• _Instructions for the task_
Work through the listing below, copying each line that carries the word "breaks".

• _Exercise data_
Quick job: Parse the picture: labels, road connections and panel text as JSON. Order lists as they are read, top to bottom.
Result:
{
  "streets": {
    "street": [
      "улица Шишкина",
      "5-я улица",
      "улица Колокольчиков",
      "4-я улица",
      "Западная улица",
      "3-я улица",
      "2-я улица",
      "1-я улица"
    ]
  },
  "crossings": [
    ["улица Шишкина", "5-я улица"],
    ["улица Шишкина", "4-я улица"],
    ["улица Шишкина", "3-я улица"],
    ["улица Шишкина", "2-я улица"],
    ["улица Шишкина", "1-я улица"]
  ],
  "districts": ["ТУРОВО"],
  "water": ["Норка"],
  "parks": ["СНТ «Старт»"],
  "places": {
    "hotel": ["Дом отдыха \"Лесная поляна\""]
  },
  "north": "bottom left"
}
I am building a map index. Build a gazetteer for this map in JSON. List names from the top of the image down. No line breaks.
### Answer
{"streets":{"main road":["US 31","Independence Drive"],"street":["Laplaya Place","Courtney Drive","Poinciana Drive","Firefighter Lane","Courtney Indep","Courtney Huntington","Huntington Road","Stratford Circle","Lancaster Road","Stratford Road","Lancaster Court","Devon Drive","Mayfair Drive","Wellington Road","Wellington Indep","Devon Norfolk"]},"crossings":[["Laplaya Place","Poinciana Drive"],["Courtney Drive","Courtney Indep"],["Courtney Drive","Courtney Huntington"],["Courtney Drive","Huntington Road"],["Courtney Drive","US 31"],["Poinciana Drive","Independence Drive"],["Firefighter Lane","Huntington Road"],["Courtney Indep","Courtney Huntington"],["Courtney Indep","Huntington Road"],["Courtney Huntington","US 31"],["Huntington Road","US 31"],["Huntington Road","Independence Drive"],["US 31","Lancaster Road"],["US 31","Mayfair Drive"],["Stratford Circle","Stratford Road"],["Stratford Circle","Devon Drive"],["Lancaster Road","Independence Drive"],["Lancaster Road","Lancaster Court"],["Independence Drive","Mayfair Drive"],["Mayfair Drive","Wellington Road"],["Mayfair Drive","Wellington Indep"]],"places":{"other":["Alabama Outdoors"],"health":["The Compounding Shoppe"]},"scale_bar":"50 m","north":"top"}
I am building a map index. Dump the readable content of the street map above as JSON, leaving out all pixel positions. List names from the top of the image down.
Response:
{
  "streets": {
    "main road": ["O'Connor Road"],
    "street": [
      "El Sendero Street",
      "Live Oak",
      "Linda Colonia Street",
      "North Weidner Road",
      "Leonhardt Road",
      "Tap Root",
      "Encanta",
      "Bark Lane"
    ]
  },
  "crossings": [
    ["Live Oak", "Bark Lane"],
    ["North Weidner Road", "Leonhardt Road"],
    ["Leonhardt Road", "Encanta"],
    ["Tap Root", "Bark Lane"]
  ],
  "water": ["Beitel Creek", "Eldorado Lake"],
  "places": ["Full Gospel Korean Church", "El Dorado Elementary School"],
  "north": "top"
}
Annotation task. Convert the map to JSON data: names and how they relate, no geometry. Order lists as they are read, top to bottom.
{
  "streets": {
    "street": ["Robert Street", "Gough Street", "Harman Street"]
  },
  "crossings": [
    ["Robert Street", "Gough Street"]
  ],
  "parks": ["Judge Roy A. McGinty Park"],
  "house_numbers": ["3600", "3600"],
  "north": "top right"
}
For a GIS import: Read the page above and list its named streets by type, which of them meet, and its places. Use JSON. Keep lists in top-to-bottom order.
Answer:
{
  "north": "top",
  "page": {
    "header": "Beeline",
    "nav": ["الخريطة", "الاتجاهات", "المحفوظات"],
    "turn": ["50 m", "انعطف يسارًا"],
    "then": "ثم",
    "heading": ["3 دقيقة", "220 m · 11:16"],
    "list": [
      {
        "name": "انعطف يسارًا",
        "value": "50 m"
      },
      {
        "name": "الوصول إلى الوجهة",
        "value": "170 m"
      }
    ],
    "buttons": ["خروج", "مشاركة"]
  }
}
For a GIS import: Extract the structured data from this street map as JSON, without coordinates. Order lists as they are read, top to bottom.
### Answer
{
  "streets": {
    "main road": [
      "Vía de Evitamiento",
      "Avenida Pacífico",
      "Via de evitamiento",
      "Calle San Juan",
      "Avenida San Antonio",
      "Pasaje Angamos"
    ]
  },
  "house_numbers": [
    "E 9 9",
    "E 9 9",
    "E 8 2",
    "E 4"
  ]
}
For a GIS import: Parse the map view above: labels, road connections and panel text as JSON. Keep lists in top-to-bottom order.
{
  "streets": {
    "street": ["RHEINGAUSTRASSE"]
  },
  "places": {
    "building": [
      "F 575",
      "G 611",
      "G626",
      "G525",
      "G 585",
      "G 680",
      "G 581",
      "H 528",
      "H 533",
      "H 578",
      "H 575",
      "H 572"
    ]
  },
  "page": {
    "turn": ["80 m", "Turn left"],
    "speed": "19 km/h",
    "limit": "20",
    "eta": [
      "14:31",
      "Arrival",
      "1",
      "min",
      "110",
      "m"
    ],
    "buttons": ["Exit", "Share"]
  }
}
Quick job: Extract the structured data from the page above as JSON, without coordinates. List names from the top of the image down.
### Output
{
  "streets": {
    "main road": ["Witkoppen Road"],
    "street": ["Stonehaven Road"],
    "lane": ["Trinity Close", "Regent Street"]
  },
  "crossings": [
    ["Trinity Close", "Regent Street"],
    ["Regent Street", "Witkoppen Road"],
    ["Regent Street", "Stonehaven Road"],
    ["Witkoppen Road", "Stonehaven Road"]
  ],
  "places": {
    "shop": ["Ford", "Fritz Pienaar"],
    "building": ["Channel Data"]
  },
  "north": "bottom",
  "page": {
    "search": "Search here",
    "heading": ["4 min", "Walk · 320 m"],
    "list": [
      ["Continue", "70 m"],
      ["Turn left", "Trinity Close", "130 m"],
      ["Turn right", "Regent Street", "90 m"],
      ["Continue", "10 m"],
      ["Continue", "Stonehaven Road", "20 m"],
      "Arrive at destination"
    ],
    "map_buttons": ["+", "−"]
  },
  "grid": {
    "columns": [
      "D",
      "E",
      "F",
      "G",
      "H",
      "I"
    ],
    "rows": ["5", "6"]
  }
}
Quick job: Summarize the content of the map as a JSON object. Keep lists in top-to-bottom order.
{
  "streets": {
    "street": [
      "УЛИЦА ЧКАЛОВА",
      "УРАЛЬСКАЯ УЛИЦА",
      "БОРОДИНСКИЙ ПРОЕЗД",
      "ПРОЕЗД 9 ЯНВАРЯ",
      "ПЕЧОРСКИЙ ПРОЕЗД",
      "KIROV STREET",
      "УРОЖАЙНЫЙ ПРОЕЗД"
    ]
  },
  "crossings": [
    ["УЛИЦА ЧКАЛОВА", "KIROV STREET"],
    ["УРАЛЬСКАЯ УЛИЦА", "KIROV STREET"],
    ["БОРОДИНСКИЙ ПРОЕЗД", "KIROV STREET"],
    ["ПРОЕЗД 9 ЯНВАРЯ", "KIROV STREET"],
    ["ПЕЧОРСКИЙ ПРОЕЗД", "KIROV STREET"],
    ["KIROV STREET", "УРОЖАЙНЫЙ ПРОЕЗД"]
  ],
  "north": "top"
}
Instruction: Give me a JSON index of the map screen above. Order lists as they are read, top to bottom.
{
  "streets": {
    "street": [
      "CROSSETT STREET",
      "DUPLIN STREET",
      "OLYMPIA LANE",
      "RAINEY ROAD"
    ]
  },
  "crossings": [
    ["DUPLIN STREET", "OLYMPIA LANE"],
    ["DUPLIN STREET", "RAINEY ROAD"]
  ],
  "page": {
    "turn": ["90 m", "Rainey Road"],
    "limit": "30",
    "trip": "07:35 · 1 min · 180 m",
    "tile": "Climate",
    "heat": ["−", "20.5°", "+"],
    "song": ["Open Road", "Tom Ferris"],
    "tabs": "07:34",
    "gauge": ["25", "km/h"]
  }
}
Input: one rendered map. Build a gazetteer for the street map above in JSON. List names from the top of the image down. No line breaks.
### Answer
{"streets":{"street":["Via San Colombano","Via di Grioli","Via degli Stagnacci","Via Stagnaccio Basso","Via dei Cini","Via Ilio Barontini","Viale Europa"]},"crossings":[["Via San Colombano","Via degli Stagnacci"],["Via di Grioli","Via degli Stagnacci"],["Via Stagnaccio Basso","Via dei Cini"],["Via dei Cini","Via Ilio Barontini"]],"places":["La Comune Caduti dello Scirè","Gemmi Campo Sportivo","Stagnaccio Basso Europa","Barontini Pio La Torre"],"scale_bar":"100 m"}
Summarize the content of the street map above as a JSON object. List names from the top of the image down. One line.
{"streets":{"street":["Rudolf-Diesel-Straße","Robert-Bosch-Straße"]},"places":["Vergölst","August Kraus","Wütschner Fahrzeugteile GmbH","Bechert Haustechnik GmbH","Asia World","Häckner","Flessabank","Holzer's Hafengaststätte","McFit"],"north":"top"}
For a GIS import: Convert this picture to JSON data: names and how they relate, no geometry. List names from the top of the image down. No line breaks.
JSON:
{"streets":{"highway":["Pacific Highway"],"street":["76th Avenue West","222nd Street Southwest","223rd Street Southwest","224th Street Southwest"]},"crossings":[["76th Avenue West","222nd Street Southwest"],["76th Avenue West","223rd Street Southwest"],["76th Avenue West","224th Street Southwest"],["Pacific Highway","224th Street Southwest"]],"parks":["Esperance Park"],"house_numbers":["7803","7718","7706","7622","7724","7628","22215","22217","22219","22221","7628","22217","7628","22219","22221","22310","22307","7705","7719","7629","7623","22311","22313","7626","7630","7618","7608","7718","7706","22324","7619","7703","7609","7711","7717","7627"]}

• _Response to the exercise_
I am building a map index. Build a gazetteer for this map in JSON. List names from the top of the image down. No line breaks.
Input: one rendered map. Build a gazetteer for the street map above in JSON. List names from the top of the image down. No line breaks.
For a GIS import: Convert this picture to JSON data: names and how they relate, no geometry. List names from the top of the image down. No line breaks.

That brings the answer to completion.